Há uma convergência entre ambas. A Fundação já é consagrada pelos anos que trabalha, o que redundou no incentivo do índice crescente e altíssimo de leitura na cidade. Esse índice, por pessoa que se interessa e lê, vence quando comparado a outras cidades e Estado.

A Biblioteca, que funcionava no prédio de seu nascimento, jamais teria os recursos para se modernizar e investir no que materialmente ela se torna hoje, com a incorporação definitiva em seu patrimônio da Fundação do Educandário “Sinhá Junqueira”.

Para a cidade e o seu calçadão – que nem sequer conseguiu ser cópia daquele de Curitiba, o qual à época era um exemplo nacional –, essa biblioteca, ora reaberta e inaugurada, se constitui na maior contribuição à sofrida, vagarosa e descuidada revitalização do centro.

Sua existência pode fazer até um milagre, o de animar empresários e suas associações, e outras pessoas e instituições para que exijam de vez um plano – se ainda inexistente, quem sabe? – para que esses possam contribuir não só financeiramente, mas também com um sentimento de gratidão à cidade que os acolhe, como acolheu, quem sabe, seus ancestrais.

Internamente, a Biblioteca Sinhá Junqueira coloca à disposição um acervo de onze mil obras para leitura, pesquisa e reflexão. E o recolhimento de suas salas pode ensinar ao aflito até a prática de ouvir o silêncio. O ambiente criado é também de convivência fraternal, entre pessoas jovens ou idosas, atraídas pela referência do livro e sua leitura, ou pela palestra que assistirá, ou da música que ouvirá, ou da poesia que abrirá uma senda em sua alma, curiosa, ansiosa ou aflita.

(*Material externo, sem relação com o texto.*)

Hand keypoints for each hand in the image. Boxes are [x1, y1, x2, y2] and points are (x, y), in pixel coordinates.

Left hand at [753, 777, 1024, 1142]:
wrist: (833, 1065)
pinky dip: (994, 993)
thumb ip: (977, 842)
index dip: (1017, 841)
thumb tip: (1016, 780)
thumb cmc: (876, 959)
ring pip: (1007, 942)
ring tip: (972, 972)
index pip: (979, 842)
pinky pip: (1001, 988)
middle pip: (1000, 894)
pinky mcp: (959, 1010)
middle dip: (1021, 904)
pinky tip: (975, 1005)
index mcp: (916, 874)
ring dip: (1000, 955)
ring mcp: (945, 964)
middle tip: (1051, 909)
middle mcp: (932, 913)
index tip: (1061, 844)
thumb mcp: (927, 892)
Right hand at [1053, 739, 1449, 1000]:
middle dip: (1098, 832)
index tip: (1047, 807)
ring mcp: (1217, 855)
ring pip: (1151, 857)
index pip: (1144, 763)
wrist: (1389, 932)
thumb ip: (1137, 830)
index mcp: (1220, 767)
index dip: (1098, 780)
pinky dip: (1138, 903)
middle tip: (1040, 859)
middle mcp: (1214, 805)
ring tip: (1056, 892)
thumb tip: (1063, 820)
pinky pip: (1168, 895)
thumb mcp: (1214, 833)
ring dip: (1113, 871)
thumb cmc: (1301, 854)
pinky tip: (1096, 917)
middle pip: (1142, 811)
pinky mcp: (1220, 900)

Para o espírito, ela pode representar uma espécie de rampa de lançamento ao imprevisível, ao incerto da criação, em movimento permanente à salvação de uma alma que uma frase, uma página ou uma obra lhe teria dito naquele momento de vertigem, tudo que precisava, supondo, até subjetivamente, que ela foi escrita para ele, como se a alma humana não guardasse a fraternidade do espírito que nasce de uma mesma fonte.

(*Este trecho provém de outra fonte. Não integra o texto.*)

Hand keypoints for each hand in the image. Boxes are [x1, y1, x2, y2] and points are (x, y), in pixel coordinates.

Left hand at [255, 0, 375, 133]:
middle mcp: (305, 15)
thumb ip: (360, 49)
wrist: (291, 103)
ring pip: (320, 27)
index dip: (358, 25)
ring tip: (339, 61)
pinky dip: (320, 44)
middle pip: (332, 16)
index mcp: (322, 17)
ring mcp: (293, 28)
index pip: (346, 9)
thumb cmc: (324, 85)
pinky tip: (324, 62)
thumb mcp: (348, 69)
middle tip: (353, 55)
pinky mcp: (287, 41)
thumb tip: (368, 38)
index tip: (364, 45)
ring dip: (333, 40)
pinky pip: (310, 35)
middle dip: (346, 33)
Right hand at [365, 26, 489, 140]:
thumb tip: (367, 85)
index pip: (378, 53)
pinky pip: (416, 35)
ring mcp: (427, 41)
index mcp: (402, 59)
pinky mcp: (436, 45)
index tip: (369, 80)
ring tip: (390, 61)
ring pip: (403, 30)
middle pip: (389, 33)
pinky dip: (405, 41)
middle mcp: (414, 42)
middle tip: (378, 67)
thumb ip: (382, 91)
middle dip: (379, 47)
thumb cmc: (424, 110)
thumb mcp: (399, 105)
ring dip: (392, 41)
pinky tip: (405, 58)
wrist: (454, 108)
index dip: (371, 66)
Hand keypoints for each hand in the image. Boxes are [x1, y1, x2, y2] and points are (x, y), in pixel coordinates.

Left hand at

Uma biblioteca lança raízes invisíveis, que abraça pessoas e faz com que elas descubram o comum do sofrimento e da alegria humana, e o limite de nosso tempo histórico. Quando ela consegue a fixação dessas raízes por meio do hábito que estimula para a leitura e reflexão, a pessoa pode perceber, claramente, seu lugar no mundo que a cerca, e sobre o qual ela precisa trabalhar, construir, ou construir-se, e viver com paixão.

O nome com o qual ela é batizada – Biblioteca Sinhá Junqueira – arrasta de volta à lembrança a memória histórica dessa mulher que enxergou para além de seu tempo, conviveu com pessoa que esteve no cume da política da época, Altino Arantes, integrando o painel de ontem no da atualidade trepidante de hoje.

O artífice dessa fonte de saber e de espírito crítico, hoje celebrada, é o médico João Paulo Pessoa. A ele, nosso reconhecimento.

A cidade conseguiu vencer a força de atração da mediocridade, em nome da liberdade da inteligência, do livre pensar, da criatividade.